Kenyans have been taken through a swirl of drama as politicians try hard to explain how, where and when they acquired their degrees. Aspirants for the seats of President, deputy president, governors and deputy governors are required to be university graduates to run.
Politicians with questionable academic record have now gone on a degree-hunting spree with incongruities in their stories of how they got their certificates littered all over in the true sense of the theatre of the absurd. For MPs, the degree rule had been deferred in 2013 and 2017 and was to come to effect in 2022, when courts ruled to quash the requirement. MPs are still required to prove that they have a secondary school qualification and, even on this, the circus has continued.
But it is time the accusations and counter-accusations were stopped and action taken. The first port of call should be the institutions of higher learning that politicians allege to have graduated from. It is those institutions’ right and duty to defend their reputation that is being dragged through the mud.
It should not be difficult for the universities to claim their students and expose the fraudsters. Those leaders the universities find are using their names without having gone through them should be promptly prosecuted and charged with fraud.
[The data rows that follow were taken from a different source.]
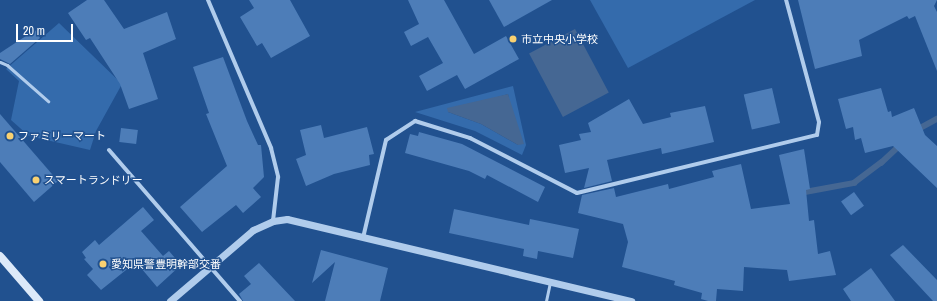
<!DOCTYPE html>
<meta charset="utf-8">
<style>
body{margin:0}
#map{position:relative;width:937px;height:301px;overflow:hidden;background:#21518f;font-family:"Archivo Narrow","Noto Sans JP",sans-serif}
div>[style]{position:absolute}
.green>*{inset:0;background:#346bac}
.water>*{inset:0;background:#456793;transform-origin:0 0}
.stream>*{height:5.5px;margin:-2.75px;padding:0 2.75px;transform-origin:2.75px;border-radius:2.75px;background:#456793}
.building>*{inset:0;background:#4d7db8;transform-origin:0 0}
.service>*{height:3px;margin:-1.5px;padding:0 1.5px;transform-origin:1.5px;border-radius:1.5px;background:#b0ccec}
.minor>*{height:4px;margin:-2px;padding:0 2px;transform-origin:2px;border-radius:2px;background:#b0ccec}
.tertiary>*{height:7px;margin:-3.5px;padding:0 3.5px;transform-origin:3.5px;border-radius:3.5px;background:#b0ccec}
.secondary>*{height:8px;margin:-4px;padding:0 4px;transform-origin:4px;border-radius:4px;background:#dce9f9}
.dots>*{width:11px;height:11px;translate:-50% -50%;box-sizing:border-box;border:2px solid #21518f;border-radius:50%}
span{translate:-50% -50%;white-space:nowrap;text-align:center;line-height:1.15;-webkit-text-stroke:3px #21518f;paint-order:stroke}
.poi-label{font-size:11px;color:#fff}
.left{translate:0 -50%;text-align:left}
.scale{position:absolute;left:16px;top:24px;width:57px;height:18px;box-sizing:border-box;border:2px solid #fff;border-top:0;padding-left:5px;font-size:12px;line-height:14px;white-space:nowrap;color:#fff;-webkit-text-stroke:3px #21518f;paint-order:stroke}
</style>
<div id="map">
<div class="green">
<div style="clip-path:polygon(590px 0,755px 0,628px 68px)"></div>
<div style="clip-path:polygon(59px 23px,122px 84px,96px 131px,90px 150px,29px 136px,11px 120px,19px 81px,6px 69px)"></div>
<div style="clip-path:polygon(evenodd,513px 86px,526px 145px,522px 155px,475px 131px,415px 112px,513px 86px,508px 94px,518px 145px,481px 124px,448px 112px,508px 94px)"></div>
</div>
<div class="water">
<div style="left:575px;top:29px;width:72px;height:52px;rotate:62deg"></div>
<div style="clip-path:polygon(508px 94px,524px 144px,518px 145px,481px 124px,448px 112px,447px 108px)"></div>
</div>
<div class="stream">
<div style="left:915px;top:131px;width:25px;rotate:-29deg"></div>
<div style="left:805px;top:192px;width:50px;rotate:-10.4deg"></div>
<div style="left:854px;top:183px;width:34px;rotate:-37deg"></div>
<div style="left:881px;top:163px;width:26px;rotate:-43deg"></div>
</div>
<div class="building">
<div style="clip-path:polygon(87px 0,104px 0,124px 29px,167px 12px,176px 39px,143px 53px,158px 99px,129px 109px,120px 84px,90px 38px,86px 40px,68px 13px)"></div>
<div style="clip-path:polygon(249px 0,290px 0,310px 36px,271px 58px,262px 43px,257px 46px,240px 17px,254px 8px)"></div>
<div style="clip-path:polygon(408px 0,444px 0,474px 54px,506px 36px,519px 59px,465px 89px,457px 75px,427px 91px,419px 76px,443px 63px,428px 37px,411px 46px,404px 32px,419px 24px)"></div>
<div style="clip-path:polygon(489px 0,552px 0,504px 27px)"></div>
<div style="clip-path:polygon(798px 0,937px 0,934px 6px,937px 12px,937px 71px,915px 16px,909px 19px,907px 16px,859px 40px,862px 56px,815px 69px)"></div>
<div style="clip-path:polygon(35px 30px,40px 38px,10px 64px,0 59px,0 53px)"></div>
<div style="clip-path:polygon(223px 57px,247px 121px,258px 145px,261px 145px,264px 177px,253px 188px,261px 197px,243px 213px,236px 205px,202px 232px,180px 207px,227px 166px,206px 114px,209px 113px,193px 67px)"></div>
<div style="left:772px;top:88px;width:36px;height:29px;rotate:77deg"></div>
<div style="clip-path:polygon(881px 88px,888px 112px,891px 111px,892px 117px,914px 108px,925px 135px,937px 146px,937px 188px,893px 146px,865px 153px,861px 138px,855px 140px,853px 127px,846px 129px,838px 99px)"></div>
<div style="clip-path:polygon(629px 99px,643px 124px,671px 117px,670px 113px,705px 106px,714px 142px,662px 154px,661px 148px,607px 160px,612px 181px,584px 188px,589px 168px,565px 173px,559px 145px,581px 140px,579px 134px,591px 132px,588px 123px)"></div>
<div style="clip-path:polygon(0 114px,58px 181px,34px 202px,0 162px)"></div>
<div style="clip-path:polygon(321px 125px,324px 138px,367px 127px,374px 154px,369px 155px,370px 165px,334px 174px,306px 186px,296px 159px,306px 155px,300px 130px)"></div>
<div style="left:121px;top:128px;width:17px;height:14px;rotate:7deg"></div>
<div style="clip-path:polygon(419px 132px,462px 144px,545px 187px,538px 202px,487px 175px,485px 179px,469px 171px,405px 153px,410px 134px,418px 136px)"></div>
<div style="clip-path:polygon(804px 149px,810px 189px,806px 190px,809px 221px,814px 220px,818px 254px,830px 251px,836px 275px,789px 281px,787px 270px,744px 267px,743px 291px,717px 289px,716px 301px,708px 301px,701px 299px,702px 293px,674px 285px,675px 281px,622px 267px,628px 242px,623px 224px,578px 213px,582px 195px,614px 188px,616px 197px,668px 184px,669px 189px,714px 177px,712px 171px,741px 164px,751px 209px,790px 204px,779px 155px)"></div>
<div style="left:854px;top:192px;width:17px;height:16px;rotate:54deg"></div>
<div style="clip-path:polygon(143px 207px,154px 220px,141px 231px,163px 256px,169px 251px,181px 265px,157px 287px,136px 262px,101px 290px,87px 275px,93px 269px,84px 259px,86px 258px,82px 252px,95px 240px,99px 245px)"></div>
<div style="clip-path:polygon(454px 209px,529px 225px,530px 219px,579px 229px,573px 258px,538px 251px,537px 259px,523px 256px,524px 249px,449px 233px)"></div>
<div style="clip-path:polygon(903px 245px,937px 280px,937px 301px,933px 301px,890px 255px)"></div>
<div style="clip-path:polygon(321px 250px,388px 268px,380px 301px,325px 301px,335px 262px,312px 283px)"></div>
<div style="clip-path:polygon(259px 263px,295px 301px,243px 301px,239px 294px,251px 284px,244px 276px)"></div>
<div style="clip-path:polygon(871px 268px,895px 301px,851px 301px,843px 289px)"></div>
</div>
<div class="service">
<div style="left:0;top:62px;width:8px;rotate:23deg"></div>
<div style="left:7px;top:65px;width:55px;rotate:41.3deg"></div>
<div style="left:546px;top:301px;width:19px;rotate:-78deg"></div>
</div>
<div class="minor">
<div style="left:208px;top:0;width:161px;rotate:66.9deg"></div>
<div style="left:271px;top:148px;width:30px;rotate:76deg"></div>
<div style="left:278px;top:177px;width:44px;rotate:96.5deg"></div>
<div style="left:109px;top:150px;width:200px;rotate:49.1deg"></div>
<div style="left:363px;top:238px;width:101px;rotate:-76.8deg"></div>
<div style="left:386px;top:140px;width:35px;rotate:-33deg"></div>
<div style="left:415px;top:121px;width:58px;rotate:17.2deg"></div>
<div style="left:470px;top:138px;width:120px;rotate:27.2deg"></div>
<div style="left:577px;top:193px;width:247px;rotate:-13.6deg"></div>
<div style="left:817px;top:135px;width:13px;rotate:-81deg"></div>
<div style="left:819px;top:122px;width:126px;rotate:-105.1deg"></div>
</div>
<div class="tertiary">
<div style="left:170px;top:301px;width:109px;rotate:-40.5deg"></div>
<div style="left:253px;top:230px;width:22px;rotate:-24deg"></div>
<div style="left:273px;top:221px;width:14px;rotate:-8deg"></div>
<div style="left:287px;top:219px;width:354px;rotate:13.4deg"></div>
</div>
<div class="secondary">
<div style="left:0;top:256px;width:60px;rotate:49.1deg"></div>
</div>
<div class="dots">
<div style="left:513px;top:39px;background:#f9d171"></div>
<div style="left:10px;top:136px;background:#f9d171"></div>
<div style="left:36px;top:180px;background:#f9d171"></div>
<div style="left:103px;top:264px;background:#f9d171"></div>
</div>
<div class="poi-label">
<span class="left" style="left:521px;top:39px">市立中央小学校</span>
<span class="left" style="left:18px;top:136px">ファミリーマート</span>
<span class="left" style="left:44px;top:180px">スマートランドリー</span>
<span class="left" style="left:111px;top:264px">愛知県警豊明幹部交番</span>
</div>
<div class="scale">20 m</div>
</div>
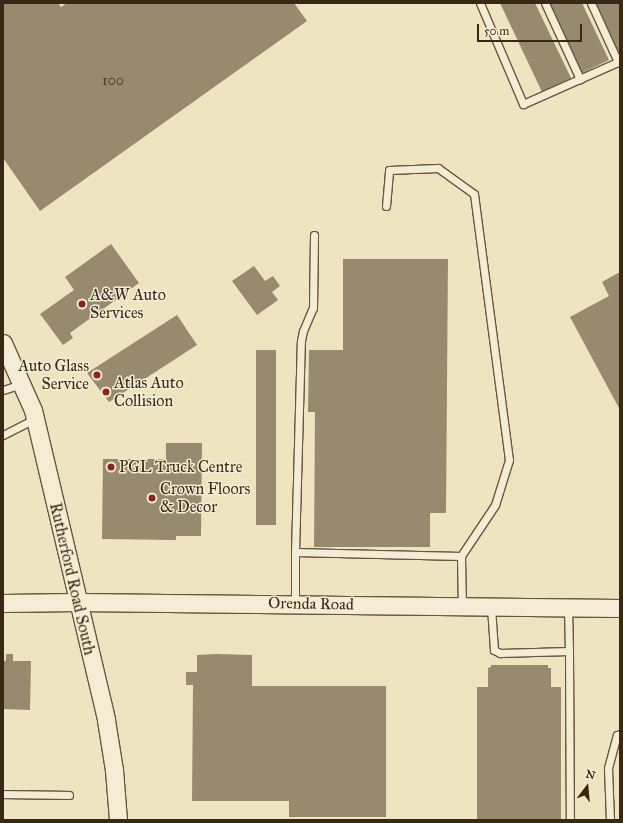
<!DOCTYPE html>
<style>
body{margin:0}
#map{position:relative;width:623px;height:823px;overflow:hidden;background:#eee4c0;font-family:"IM FELL Great Primer",serif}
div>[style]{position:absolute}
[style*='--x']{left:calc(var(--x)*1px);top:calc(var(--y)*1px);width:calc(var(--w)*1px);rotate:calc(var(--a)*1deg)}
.building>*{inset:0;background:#978a6e}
.roads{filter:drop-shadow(1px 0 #665740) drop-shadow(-1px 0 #665740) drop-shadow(0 1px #665740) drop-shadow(0 -1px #665740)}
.service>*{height:7px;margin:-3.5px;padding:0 3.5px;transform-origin:3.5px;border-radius:3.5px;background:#f4edd6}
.tertiary>*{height:17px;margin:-8.5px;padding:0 8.5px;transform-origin:8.5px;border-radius:8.5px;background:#f4edd6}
.dots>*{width:11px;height:11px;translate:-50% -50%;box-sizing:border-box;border:2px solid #f4edd6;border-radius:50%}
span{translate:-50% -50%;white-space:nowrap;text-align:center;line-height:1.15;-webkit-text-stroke:3px #f4edd6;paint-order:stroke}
.number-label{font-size:14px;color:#50402c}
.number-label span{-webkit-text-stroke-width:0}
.poi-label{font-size:16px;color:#392816}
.left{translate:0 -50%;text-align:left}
.right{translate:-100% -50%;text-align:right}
.street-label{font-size:16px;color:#392816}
.frame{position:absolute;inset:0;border:4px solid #392816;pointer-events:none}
.north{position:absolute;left:567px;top:767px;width:40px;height:40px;-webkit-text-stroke:3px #f4edd6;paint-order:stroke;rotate:16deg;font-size:11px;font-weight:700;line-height:16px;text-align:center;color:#392816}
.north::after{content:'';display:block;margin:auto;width:14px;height:18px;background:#392816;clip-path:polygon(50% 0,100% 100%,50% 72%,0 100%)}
.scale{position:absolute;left:477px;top:24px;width:105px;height:18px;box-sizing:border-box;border:2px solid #392816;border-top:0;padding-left:5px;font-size:12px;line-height:14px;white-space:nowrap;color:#392816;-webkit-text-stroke:3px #f4edd6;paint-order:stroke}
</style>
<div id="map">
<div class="building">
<i style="clip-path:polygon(3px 3px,58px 3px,61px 7px,67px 3px,294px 3px,307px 21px,40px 211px,3px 158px)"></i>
<i style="clip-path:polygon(500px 3px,535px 3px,571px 78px,542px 92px)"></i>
<i style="clip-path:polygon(549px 3px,582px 3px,609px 60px,582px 73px)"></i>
<i style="clip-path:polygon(595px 3px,620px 3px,620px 55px)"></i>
<i style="clip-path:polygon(111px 244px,139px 283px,70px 333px,73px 338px,63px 345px,40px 314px,74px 290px,65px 277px)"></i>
<i style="clip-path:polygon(343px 259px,448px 259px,446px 513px,430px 513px,430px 547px,314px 547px,315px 412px,308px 412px,309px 350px,343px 350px)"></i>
<i style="clip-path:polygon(254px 266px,265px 281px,273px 276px,280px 286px,272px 292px,278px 300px,257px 315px,232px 281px)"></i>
<i style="clip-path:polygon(620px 272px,620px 410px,570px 317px,609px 296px,602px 282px)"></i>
<i style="clip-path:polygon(177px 315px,197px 345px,109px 402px,87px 373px)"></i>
<i style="clip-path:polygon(256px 350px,276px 350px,276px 525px,256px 525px)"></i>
<i style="clip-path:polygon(166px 443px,202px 443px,201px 536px,176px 536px,176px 540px,102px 539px,103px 459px,166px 459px)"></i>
<i style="clip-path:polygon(6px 654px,13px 654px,13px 661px,31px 661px,30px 710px,3px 709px,3px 661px,6px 661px)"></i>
<i style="clip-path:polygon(217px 654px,252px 655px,252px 686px,386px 686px,386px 817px,289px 817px,289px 801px,192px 801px,193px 685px,186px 685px,186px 672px,197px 672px,197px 655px)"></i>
<i style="clip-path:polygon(491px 665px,548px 665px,548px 668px,551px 668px,551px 687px,561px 687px,561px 820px,477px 820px,477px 687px,488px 687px,488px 668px,491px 667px)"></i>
</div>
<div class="roads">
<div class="service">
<i style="--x:480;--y:3;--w:110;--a:66.9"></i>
<i style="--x:523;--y:104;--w:106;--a:-23.9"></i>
<i style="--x:545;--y:3;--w:84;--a:65.3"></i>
<i style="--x:591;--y:3;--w:65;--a:65.4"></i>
<i style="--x:386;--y:206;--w:36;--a:-85"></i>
<i style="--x:389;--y:170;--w:49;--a:-2.3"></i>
<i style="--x:438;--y:168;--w:44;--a:35.8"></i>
<i style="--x:474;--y:194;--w:268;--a:82.5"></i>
<i style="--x:509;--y:460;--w:47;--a:107.3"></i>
<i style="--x:495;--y:505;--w:61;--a:123.7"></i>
<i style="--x:3;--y:390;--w:19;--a:-18"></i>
<i style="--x:3;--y:435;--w:36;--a:-27"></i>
<i style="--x:295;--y:552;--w:211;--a:-88.4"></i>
<i style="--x:301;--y:341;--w:10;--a:-79"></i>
<i style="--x:303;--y:331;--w:25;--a:-67"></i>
<i style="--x:313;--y:308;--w:73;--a:-89.2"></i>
<i style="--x:295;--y:604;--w:52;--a:-90"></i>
<i style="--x:295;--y:552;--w:166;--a:1.4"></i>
<i style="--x:461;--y:556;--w:50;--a:88.9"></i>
<i style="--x:491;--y:607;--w:43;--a:86"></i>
<i style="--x:494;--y:650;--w:7;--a:27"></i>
<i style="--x:500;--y:653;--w:69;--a:-1.7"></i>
<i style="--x:569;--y:651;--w:44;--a:-91.3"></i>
<i style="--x:569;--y:651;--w:169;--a:89.7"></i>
<i style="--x:3;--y:794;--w:66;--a:0.9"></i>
<i style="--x:610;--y:820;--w:52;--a:-92.2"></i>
<i style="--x:608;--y:768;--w:34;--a:-75"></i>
<i style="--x:617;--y:735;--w:3;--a:-18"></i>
</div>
<div class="tertiary">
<i style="--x:3;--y:343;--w:73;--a:65.9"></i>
<i style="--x:33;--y:410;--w:318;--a:76.7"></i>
<i style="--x:106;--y:720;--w:51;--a:80.9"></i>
<i style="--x:114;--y:770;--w:50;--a:85.4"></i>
<i style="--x:3;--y:603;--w:74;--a:-0.8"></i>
<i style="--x:77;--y:602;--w:543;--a:0.63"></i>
</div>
</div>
<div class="dots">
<i style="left:82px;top:304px;background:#8f2418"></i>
<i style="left:97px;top:375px;background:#8f2418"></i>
<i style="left:106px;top:392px;background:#8f2418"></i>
<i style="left:111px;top:467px;background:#8f2418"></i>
<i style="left:152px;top:498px;background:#8f2418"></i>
</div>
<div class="number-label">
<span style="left:113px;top:81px">100</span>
</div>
<div class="poi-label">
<span class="left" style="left:90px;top:304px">A&amp;W Auto<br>Services</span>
<span class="right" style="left:89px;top:375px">Auto Glass<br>Service</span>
<span class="left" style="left:114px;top:392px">Atlas Auto<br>Collision</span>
<span class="left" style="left:119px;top:467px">PGL Truck Centre</span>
<span class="left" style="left:160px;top:498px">Crown Floors<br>&amp; Decor</span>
</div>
<div class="street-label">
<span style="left:72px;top:579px;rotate:77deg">Rutherford Road South</span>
<span style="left:311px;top:604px;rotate:1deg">Orenda Road</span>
</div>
<div class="frame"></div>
<div class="north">N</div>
<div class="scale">50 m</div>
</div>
The Commission on University Education (CUE) and the Kenya National Qualifications Authority (KNQA) should also bite the academic frauds out of the system. They must bring to an end the ensuing confusion, especially in cases where the individual universities are not willing to take the frauds head-on.
However, the electoral commission, CUE and concerned universities should sue the culprits, if any, and have them severely punished, such as being barred from public office for some time. It is only then that we can protect the integrity of the education sector, universities and the electoral system itself.